*What to do*.
The full listing, excluding its pictures, should be printed exactly as it stands.

*Provided material*.
----------

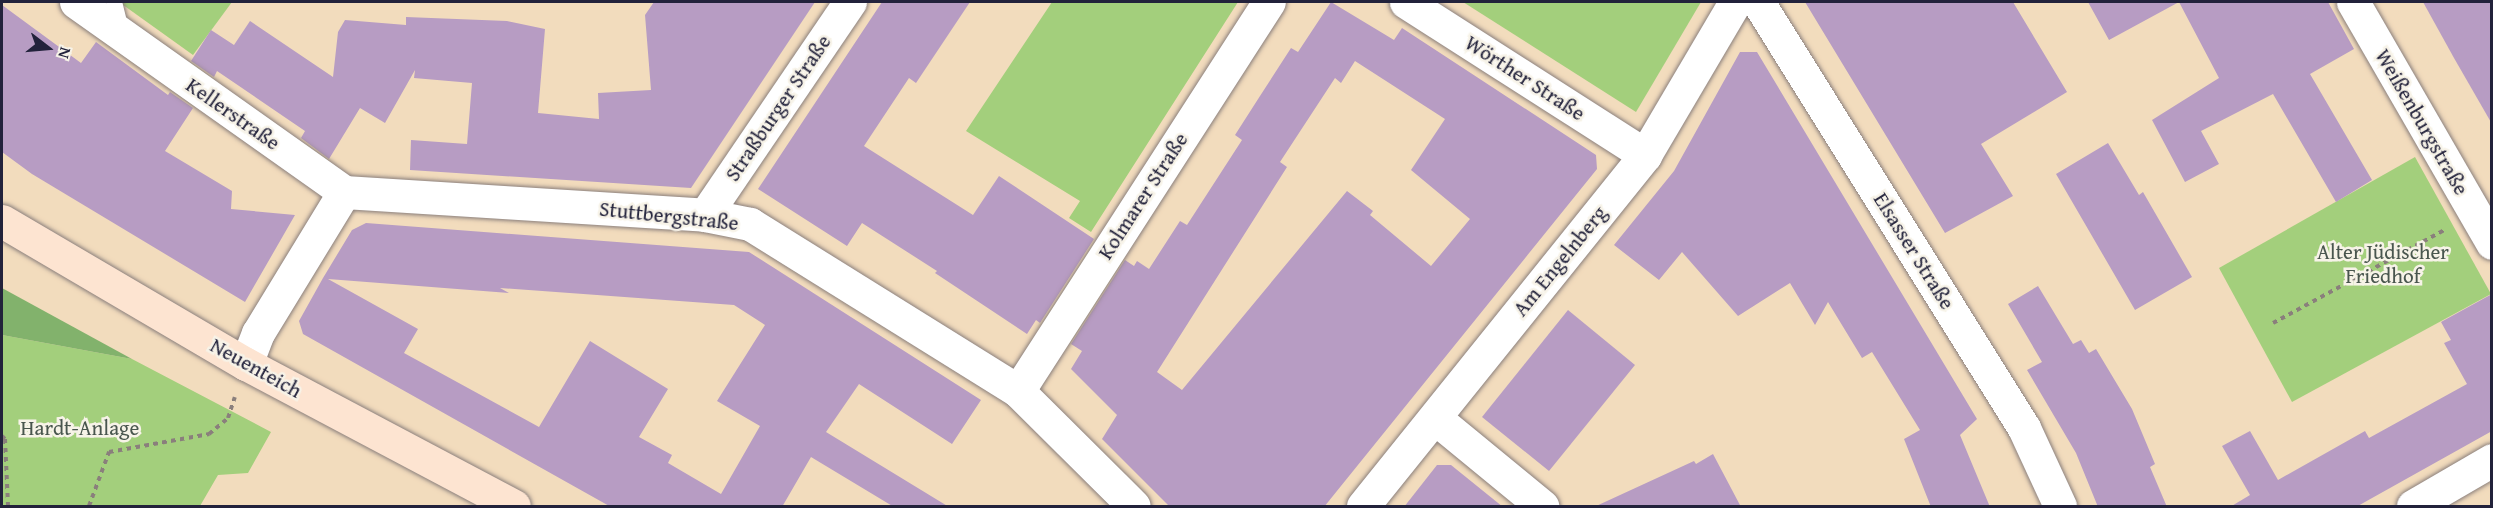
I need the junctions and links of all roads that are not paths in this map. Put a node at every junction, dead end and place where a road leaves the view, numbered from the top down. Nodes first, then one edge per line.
1 (76, 2) edge
2 (114, 2) edge
3 (850, 2) edge
4 (1269, 2) edge
5 (1406, 2) edge
6 (1735, 2) edge
7 (1758, 2) edge
8 (2353, 2) edge
9 (122, 37) junction
10 (1645, 155) junction
11 (344, 192) junction
12 (705, 215) junction
13 (2, 221) edge
14 (2492, 243) edge
15 (246, 364) junction
16 (1018, 392) junction
17 (1435, 418) junction
18 (2492, 460) edge
19 (514, 507) edge
20 (1134, 507) edge
21 (1363, 507) edge
22 (1542, 507) edge
23 (2060, 507) edge
24 (2413, 507) edge

1 - 9 street, Kellerstraße
2 - 9 lane
3 - 12 street, Straßburger Straße
4 - 16 street, Kolmarer Straße
5 - 10 street, Wörther Straße
6 - 10 street, Am Engelnberg
7 - 23 street, Elsasser Straße
8 - 14 street, Weißenburgstraße
9 - 11 street, Kellerstraße
10 - 17 street, Am Engelnberg
11 - 12 street, Stuttbergstraße
11 - 15 street
12 - 16 street, Stuttbergstraße
13 - 15 street, Neuenteich
15 - 19 street, Neuenteich
16 - 20 street, Stuttbergstraße
17 - 21 street, Am Engelnberg
17 - 22 street
18 - 24 street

----------

*Your solution*.
I need the junctions and links of all roads that are not paths in this map. Put a node at every junction, dead end and place where a road leaves the view, numbered from the top down. Nodes first, then one edge per line.
1 (76, 2) edge
2 (114, 2) edge
3 (850, 2) edge
4 (1269, 2) edge
5 (1406, 2) edge
6 (1735, 2) edge
7 (1758, 2) edge
8 (2353, 2) edge
9 (122, 37) junction
10 (1645, 155) junction
11 (344, 192) junction
12 (705, 215) junction
13 (2, 221) edge
14 (2492, 243) edge
15 (246, 364) junction
16 (1018, 392) junction
17 (1435, 418) junction
18 (2492, 460) edge
19 (514, 507) edge
20 (1134, 507) edge
21 (1363, 507) edge
22 (1542, 507) edge
23 (2060, 507) edge
24 (2413, 507) edge

1 - 9 street, Kellerstraße
2 - 9 lane
3 - 12 street, Straßburger Straße
4 - 16 street, Kolmarer Straße
5 - 10 street, Wörther Straße
6 - 10 street, Am Engelnberg
7 - 23 street, Elsasser Straße
8 - 14 street, Weißenburgstraße
9 - 11 street, Kellerstraße
10 - 17 street, Am Engelnberg
11 - 12 street, Stuttbergstraße
11 - 15 street
12 - 16 street, Stuttbergstraße
13 - 15 street, Neuenteich
15 - 19 street, Neuenteich
16 - 20 street, Stuttbergstraße
17 - 21 street, Am Engelnberg
17 - 22 street
18 - 24 street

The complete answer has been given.